SAWT BEIRUT INTERNATIONAL

| 24 September 2021, Friday |

Le Liban d’une « affaire différée » à « une affaire oubliée »

Dans le monde, en particulier chez les pays actifs , il y a des priorités, des petits ou des secondaires États sur la carte du globe réussissent à s’imposer sur la table des pays dirigeants, ou les grandes puissances ont intérêt à mettre des États petits ou secondaires sur leur table, et dans les deux cas,ses petits États vont avoir une importance.

Le Liban, à la fin des années 1980 et au début des années 1990, a été placé sur la table des pays dirigeants et le Haut Comité tripartite arabe dirigé par l’Arabie saoudite, ce qui a conduit à la convocation de l’« Accord de Taëf», qui a mis fin à la guerre au Liban, et a rédigé un accord qui s’est transformé en constitution, et a alloué trois milliards de dollars au Liban pour sa reconstruction.

À cette époque, la question libanaise était au cœur des intérêts des pays arabes, et les pays influents de l’Occident n’étaient pas loin de cet intérêt, en particulier les États-Unis d’Amérique, la France et le Vatican.
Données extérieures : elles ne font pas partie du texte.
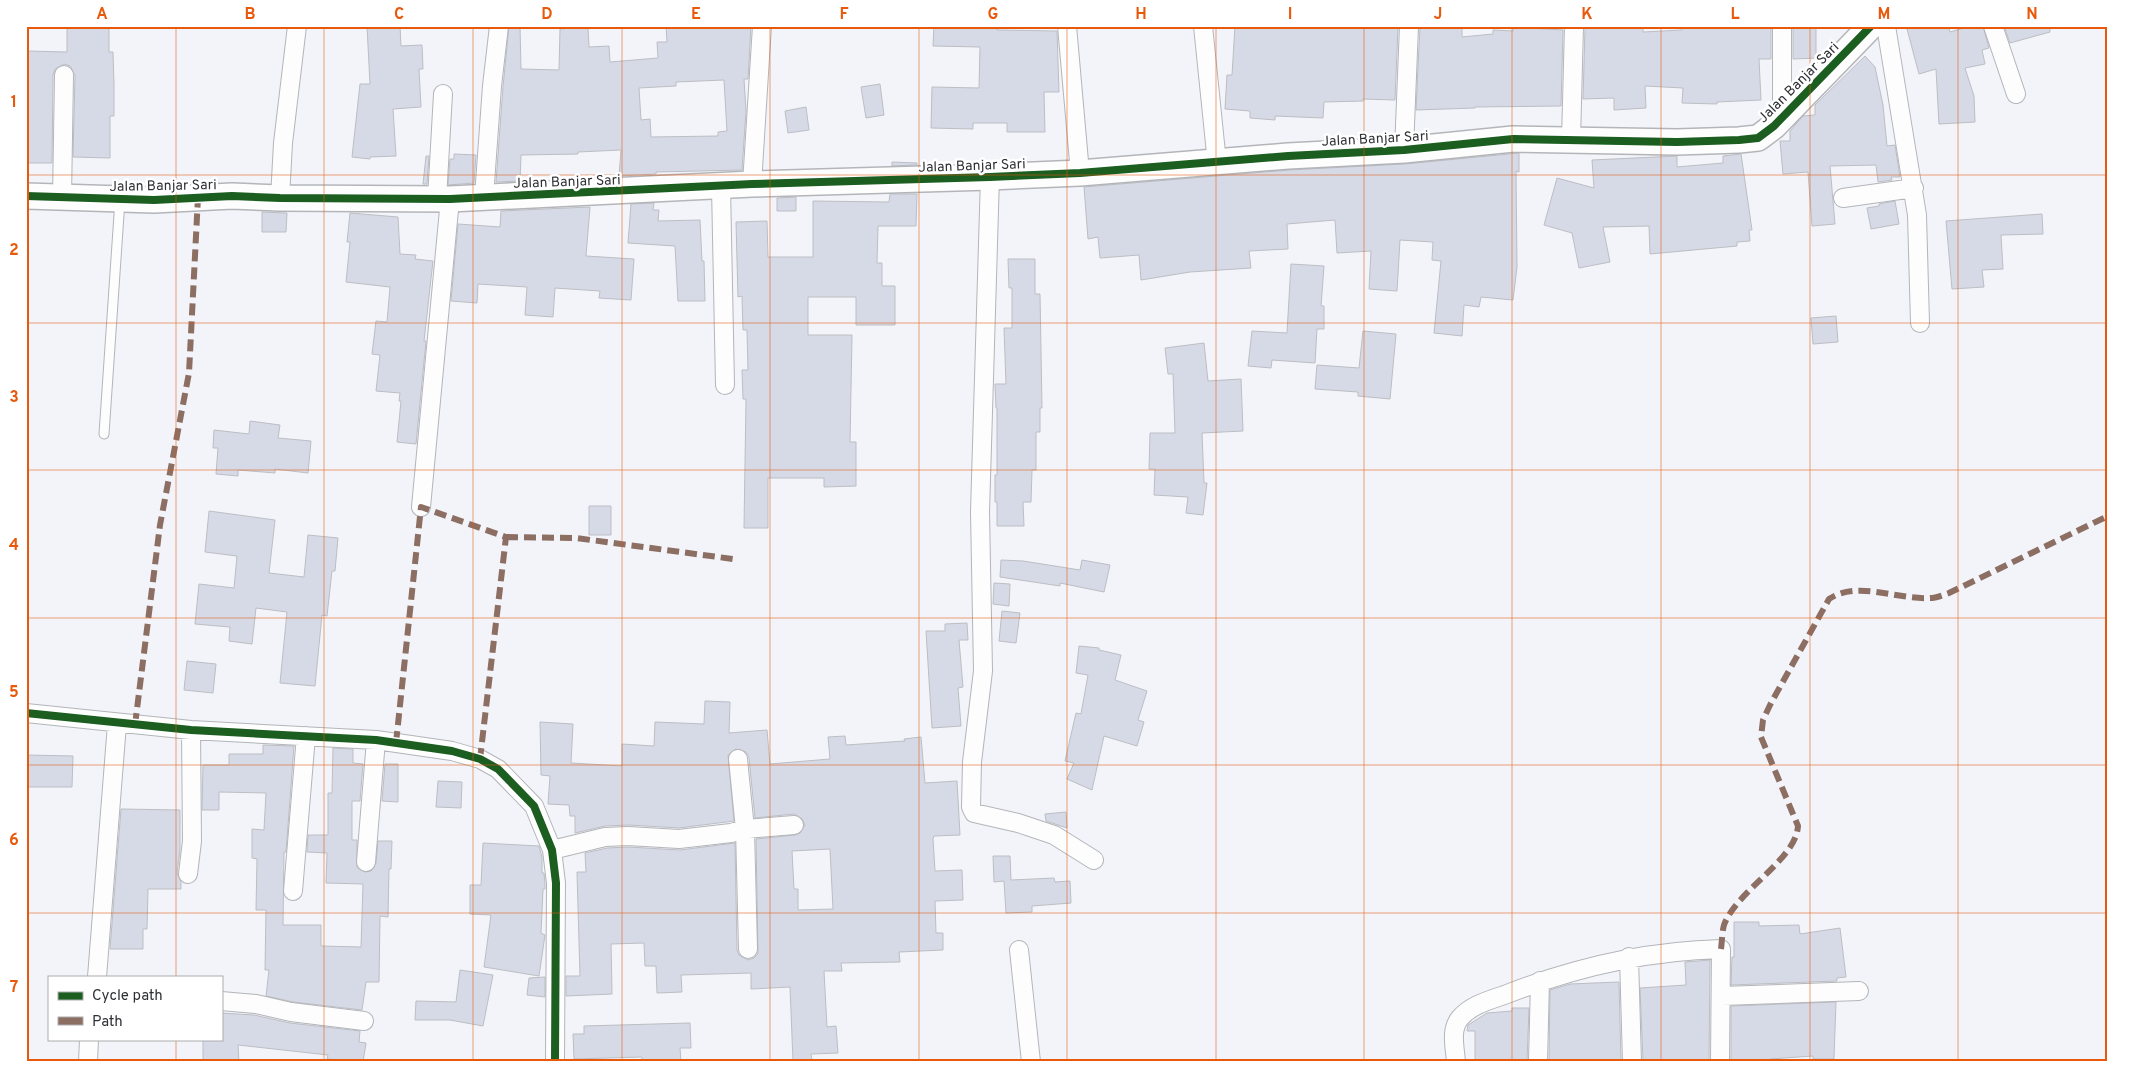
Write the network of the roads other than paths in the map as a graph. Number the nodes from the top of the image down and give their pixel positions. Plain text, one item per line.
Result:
1 (297, 26) edge
2 (499, 26) edge
3 (762, 26) edge
4 (1067, 26) edge
5 (1202, 26) edge
6 (1409, 26) edge
7 (1574, 26) edge
8 (1782, 26) edge
9 (1871, 26) edge
10 (1886, 26) edge
11 (1993, 26) edge
12 (64, 75) dead end
13 (443, 94) dead end
14 (2016, 94) dead end
15 (1782, 118) junction
16 (1572, 140) junction
17 (1404, 150) junction
18 (1217, 163) junction
19 (1080, 173) junction
20 (990, 177) junction
21 (752, 184) junction
22 (721, 187) junction
23 (1914, 188) junction
24 (26, 196) edge
25 (484, 197) junction
26 (62, 198) junction
27 (280, 198) junction
28 (1843, 198) dead end
29 (444, 199) junction
30 (120, 200) junction
31 (1920, 323) dead end
32 (725, 384) dead end
33 (104, 434) dead end
34 (421, 507) dead end
35 (26, 713) edge
36 (117, 724) junction
37 (191, 730) junction
38 (306, 736) junction
39 (376, 740) junction
40 (738, 759) dead end
41 (794, 825) dead end
42 (745, 829) junction
43 (552, 850) junction
44 (1094, 860) dead end
45 (366, 862) dead end
46 (188, 874) dead end
47 (293, 891) dead end
48 (748, 949) dead end
49 (1019, 950) dead end
50 (1629, 957) junction
51 (97, 976) edge
52 (1540, 981) junction
53 (1859, 991) dead end
54 (1722, 996) junction
55 (222, 1001) edge
56 (364, 1021) dead end
57 (89, 1040) edge
58 (88, 1062) edge
59 (555, 1062) edge
60 (1031, 1062) edge
61 (1456, 1062) edge
62 (1538, 1062) edge
63 (1632, 1062) edge
64 (1720, 1062) edge

1 - 27 street
2 - 25 street
3 - 21 street
4 - 19 street
5 - 18 street
6 - 17 street
7 - 16 street
8 - 15 street
9 - 15 street, Jalan Banjar Sari
10 - 23 street
11 - 14 street
12 - 26 street
13 - 29 street
15 - 16 street, Jalan Banjar Sari
16 - 17 street, Jalan Banjar Sari
17 - 18 street, Jalan Banjar Sari
18 - 19 street, Jalan Banjar Sari
19 - 20 street, Jalan Banjar Sari
20 - 21 street, Jalan Banjar Sari
20 - 44 street
21 - 22 street, Jalan Banjar Sari
22 - 25 street, Jalan Banjar Sari
22 - 32 street
23 - 28 street
23 - 31 street
24 - 26 street, Jalan Banjar Sari
25 - 29 street, Jalan Banjar Sari
26 - 30 street, Jalan Banjar Sari
27 - 29 street, Jalan Banjar Sari
27 - 30 street, Jalan Banjar Sari
29 - 34 street
30 - 33 lane
35 - 36 street
36 - 37 street
36 - 51 street
37 - 38 street
37 - 46 street
38 - 39 street
38 - 47 street
39 - 43 street
39 - 45 street
40 - 42 street
41 - 42 street
42 - 43 street
42 - 48 street
43 - 59 street
49 - 60 street
50 - 52 street
50 - 54 street
50 - 63 street
52 - 61 street
52 - 62 street
53 - 54 street
54 - 64 street
55 - 56 street
57 - 58 street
Le général Michel Aoun, chef du gouvernement militaire, a rejeté l’accord de Taëf et de sa mise en œuvre, retardant le début de cette demande d’une année entière, d’octobre 1989 à octobre 1990. Au cours de cette année de retard, l’intérêt pour la question libanaise a relativement diminué, et on a accordé une attention particulière au Golfe, en particulier à l’Iraq et au Koweït,alorsque le Liban a perdus en raison de ce déclin, une occasion en or d’accélérer la stabilisation de la stabilité et d’obtenir l’aide qui lui est allouée, car l’attention a commencé à se déplacer ailleurs.

Le Liban est revenu une question importante pour les pays occidentaux, avec le début de la guerre syrienne en mars 2011, en raison de l’afflux de Syriens déplacés, et de l’attention internationale portée à ses personnes déplacées, non pas à cause de leur amour ou des Libanais, mais de peur que le Liban ne soit une plate-forme pour que ses personnes déplacées s’installent dans les pays européens, l’Occident s’est occupé d’eux en termes de camps , de médecins ,d’éducation de leurs enfants.
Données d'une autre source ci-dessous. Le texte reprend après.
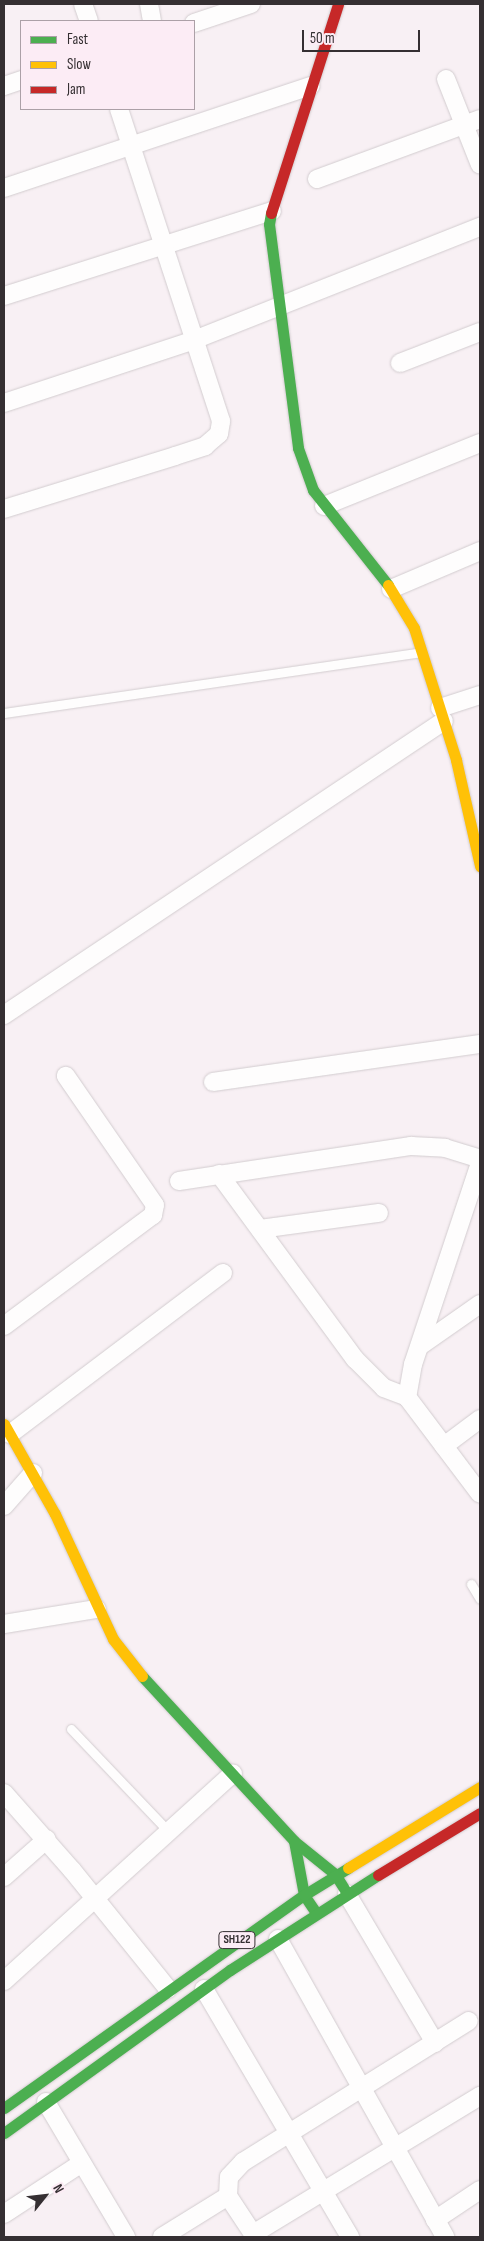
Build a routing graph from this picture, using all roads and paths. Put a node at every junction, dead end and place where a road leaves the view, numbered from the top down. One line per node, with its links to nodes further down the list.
1 (83, 4): 5 (street)
2 (150, 4): 6 (street)
3 (251, 4): 7 (street)
4 (338, 4): 11 (street)
5 (89, 20)
6 (152, 20)
7 (195, 23)
8 (446, 79): 13 (street)
9 (20, 80): 10 (street)
10 (4, 86)
11 (310, 86): 14 (street); 18 (street)
12 (118, 110): 14 (street)
13 (472, 122): 15 (street); 16 (street)
14 (131, 146): 17 (street); 20 (street)
15 (480, 164)
16 (317, 179)
17 (4, 188)
18 (272, 212): 20 (street); 22 (street)
19 (480, 227): 22 (street)
20 (162, 245): 21 (street); 24 (street)
21 (4, 296)
22 (278, 309): 24 (street); 28 (street)
23 (480, 332): 25 (street)
24 (194, 340): 26 (street); 29 (street)
25 (400, 363)
26 (4, 403)
27 (480, 443): 28 (street)
28 (324, 506): 31 (street)
29 (4, 508)
30 (480, 551): 31 (street)
31 (391, 589): 32 (street)
32 (423, 652): 34 (lane); 35 (street)
33 (480, 694): 35 (street)
34 (4, 713)
35 (442, 715): 36 (street); 37 (street)
36 (480, 866)
37 (4, 1014)
38 (480, 1044): 40 (street)
39 (66, 1076): 49 (street)
40 (213, 1082)
41 (480, 1159): 43 (street)
42 (480, 1163): 50 (street)
43 (219, 1174): 44 (street); 46 (street)
44 (179, 1181)
45 (379, 1213): 46 (street)
46 (260, 1229): 51 (street)
47 (222, 1274): 53 (street)
48 (480, 1304): 50 (street)
49 (4, 1326)
50 (420, 1346): 51 (street)
51 (407, 1397): 54 (street)
52 (480, 1419): 54 (street)
53 (7, 1429): 55 (street)
54 (444, 1446): 56 (street)
55 (33, 1473): 57 (street); 60 (street)
56 (480, 1494)
57 (4, 1506)
58 (471, 1584): 59 (lane)
59 (480, 1599)
60 (97, 1609): 61 (street); 63 (street)
61 (4, 1624)
62 (71, 1729): 67 (lane)
63 (234, 1773): 67 (street); 69 (street)
64 (480, 1787): 70 (street, SH122)
65 (4, 1793): 68 (street)
66 (480, 1812): 72 (street, SH122)
67 (169, 1832): 74 (street)
68 (47, 1839): 71 (street); 74 (street)
69 (294, 1841): 70 (street); 73 (street)
70 (335, 1874): 72 (street); 73 (street, SH122)
71 (4, 1877)
72 (347, 1894): 75 (street, SH122); 81 (street)
73 (304, 1895): 75 (street); 78 (street, SH122)
74 (95, 1899): 77 (street); 78 (street)
75 (316, 1914): 76 (street, SH122)
76 (278, 1939): 79 (street, SH122); 82 (street)
77 (4, 1981)
78 (168, 1989): 85 (street, SH122)
79 (204, 1989): 84 (street, SH122); 87 (street)
80 (469, 2021): 81 (street)
81 (435, 2042): 82 (street)
82 (361, 2088): 87 (street); 88 (street)
83 (480, 2096): 88 (street)
84 (46, 2102): 86 (street, SH122); 89 (street)
85 (4, 2108)
86 (4, 2132)
87 (290, 2133): 91 (street); 92 (street)
88 (396, 2148): 91 (street); 94 (street)
89 (82, 2163): 93 (street); 96 (street)
90 (480, 2190): 94 (street)
91 (324, 2191): 95 (street); 98 (street)
92 (228, 2196): 95 (street); 97 (street)
93 (4, 2214)
94 (435, 2220): 99 (street)
95 (254, 2236)
96 (126, 2237)
97 (162, 2237)
98 (350, 2237)
99 (445, 2237)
Les autorités libanaises ont été« réduit au silence » par l’aide donnée aux Syriens déplacés.

La diplomatie libanaise ne savait pas comment l’exode syrien vers le Liban s’est transformé en un dossier placé sur la table des dirigeants, et en a fait un dossier au-delà d’un simple « papier » à travers lequel une certaine assistance est donnée, pourquoi cette diplomatie a-t-elle exhorté les pays de l’Occident à le protéger d’être une sphère d’influence iranienne et à l’entrer dans le jeu des haches, mais comment cette diplomatie peut-elle réussir à le faire si elle est sous le contrôle du Hezbollah ?
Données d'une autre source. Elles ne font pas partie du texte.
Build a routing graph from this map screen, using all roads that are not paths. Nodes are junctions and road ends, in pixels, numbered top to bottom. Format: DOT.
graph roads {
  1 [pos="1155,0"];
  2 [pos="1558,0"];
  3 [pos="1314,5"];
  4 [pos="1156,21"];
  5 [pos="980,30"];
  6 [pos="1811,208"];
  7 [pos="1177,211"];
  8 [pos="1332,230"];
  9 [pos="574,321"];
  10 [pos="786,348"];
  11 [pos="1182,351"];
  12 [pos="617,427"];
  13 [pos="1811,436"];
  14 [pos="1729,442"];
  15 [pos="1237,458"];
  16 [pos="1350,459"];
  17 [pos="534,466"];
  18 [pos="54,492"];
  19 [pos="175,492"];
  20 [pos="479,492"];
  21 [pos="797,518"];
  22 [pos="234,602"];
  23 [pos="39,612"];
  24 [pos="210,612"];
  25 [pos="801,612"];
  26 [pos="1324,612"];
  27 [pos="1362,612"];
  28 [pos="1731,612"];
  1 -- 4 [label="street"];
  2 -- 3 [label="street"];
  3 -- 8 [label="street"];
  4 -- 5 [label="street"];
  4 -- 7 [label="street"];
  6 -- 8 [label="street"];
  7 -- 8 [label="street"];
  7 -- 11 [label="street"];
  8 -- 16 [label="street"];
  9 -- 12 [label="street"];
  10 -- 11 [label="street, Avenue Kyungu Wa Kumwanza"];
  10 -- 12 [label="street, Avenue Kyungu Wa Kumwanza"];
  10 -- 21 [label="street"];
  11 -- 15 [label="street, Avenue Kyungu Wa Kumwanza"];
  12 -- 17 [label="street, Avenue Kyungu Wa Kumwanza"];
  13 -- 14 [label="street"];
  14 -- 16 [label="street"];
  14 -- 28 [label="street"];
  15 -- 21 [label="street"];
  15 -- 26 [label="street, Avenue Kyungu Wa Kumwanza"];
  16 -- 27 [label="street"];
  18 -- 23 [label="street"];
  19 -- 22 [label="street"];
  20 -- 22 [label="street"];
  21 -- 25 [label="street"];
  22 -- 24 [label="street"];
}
Avec cette politique, la question libanaise est une fois de plus revenue à une question différée, ayant donné la priorité à la résolution de la situation syrienne instable il y a plus de 10 ans, et il n’y a aucun signe de fin de cette guerre bientôt.

L’explosion du port le 4 août 2020 a ému le monde, la question libanaise est revenue dans le cercle de l’attention, le président Emmanuel Macron s’est rendu deux fois au Liban, a tenu plus d’une conférence à Paris pour discuter des moyens de fournir une assistance au Liban, mais, comme à chaque fois, les plaisanteries libanaises ont fait déclinerde l’attention internationale: la France s’est retirée, c’était une indication du recul d’autres personnes intéressées et le Liban a perdu une nouvelle occasion d’attirer l’attention internationale.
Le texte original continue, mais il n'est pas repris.